• WHAT IS NEEDED:
Take each line from the entries that holds "edges" and copy it out.

• RECORD EXTRACTS:
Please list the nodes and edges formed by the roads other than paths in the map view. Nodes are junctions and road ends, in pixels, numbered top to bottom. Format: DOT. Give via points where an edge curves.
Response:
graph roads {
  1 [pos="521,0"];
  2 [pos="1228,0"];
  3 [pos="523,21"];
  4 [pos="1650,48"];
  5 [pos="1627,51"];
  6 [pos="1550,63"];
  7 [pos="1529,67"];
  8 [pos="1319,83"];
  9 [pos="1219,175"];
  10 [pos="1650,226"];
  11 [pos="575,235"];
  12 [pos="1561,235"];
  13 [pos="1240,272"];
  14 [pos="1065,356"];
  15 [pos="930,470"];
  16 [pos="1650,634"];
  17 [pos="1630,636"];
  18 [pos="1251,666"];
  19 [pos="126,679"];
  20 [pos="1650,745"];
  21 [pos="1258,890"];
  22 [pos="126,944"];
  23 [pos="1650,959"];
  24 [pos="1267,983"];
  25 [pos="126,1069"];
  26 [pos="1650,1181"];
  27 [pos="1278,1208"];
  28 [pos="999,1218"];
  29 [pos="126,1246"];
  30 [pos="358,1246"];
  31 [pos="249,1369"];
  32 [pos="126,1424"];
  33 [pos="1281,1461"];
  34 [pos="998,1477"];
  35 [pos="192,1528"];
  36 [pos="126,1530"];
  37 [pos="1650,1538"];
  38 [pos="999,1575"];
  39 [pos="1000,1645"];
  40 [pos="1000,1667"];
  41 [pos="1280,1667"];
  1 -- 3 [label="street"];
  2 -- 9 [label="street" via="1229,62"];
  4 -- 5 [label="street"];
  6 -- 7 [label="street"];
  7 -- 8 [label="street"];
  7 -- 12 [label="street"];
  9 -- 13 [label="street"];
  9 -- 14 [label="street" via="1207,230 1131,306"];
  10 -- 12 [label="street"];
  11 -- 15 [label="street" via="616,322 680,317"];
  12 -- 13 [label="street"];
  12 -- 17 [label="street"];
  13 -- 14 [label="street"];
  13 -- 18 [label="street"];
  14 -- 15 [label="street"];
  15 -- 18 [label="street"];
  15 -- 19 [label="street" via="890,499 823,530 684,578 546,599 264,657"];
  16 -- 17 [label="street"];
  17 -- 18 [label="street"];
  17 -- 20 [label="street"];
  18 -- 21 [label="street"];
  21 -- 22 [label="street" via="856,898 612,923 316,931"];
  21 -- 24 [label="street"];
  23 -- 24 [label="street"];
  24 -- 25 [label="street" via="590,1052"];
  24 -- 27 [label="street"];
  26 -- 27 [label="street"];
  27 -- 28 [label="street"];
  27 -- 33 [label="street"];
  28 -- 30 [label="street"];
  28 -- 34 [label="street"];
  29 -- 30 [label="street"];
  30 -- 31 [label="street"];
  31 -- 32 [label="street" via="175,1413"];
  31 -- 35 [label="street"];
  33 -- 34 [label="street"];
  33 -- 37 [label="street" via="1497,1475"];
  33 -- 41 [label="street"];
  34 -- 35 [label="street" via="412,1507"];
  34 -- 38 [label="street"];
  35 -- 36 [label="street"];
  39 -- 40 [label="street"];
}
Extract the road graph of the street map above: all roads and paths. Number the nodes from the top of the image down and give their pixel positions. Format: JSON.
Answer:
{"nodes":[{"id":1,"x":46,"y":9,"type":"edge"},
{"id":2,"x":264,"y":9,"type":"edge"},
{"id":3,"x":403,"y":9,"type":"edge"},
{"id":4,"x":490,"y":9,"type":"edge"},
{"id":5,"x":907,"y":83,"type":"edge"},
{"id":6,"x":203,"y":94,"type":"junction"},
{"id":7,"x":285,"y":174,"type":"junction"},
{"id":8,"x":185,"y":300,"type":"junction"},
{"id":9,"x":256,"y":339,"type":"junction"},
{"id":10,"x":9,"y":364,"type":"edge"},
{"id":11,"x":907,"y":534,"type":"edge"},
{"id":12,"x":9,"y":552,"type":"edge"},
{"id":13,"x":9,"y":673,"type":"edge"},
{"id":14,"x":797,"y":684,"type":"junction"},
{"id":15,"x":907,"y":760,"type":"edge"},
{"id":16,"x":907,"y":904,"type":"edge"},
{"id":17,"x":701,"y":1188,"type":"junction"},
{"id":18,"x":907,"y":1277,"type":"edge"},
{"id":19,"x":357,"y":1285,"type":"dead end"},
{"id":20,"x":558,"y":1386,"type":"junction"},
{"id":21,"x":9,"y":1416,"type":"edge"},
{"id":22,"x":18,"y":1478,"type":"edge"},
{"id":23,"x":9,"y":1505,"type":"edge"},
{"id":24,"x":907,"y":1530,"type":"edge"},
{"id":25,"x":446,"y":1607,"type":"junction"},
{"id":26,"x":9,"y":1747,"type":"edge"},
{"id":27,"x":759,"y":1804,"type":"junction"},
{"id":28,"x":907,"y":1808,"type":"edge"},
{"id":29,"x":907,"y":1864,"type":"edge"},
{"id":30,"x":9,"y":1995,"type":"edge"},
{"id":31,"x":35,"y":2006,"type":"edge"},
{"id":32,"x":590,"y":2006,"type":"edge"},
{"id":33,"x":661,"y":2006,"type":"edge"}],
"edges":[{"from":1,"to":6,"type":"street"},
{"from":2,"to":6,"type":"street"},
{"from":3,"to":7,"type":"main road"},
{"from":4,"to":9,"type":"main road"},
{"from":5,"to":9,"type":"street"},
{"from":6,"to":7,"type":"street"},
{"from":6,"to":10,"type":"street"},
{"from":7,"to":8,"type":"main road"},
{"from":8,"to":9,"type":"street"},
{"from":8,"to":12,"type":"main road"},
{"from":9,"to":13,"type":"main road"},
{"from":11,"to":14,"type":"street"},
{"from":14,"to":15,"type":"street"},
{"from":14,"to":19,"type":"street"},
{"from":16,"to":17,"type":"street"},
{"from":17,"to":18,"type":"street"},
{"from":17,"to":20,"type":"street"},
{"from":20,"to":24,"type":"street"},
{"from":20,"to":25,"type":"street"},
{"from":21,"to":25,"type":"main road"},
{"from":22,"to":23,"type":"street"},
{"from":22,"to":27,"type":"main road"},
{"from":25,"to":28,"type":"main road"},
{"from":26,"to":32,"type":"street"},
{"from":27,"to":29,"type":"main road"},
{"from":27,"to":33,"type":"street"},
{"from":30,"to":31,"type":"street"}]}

• YOUR SOLUTION:
Please list the nodes and edges formed by the roads other than paths in the map view. Nodes are junctions and road ends, in pixels, numbered top to bottom. Format: DOT. Give via points where an edge curves.
"edges":[{"from":1,"to":6,"type":"street"},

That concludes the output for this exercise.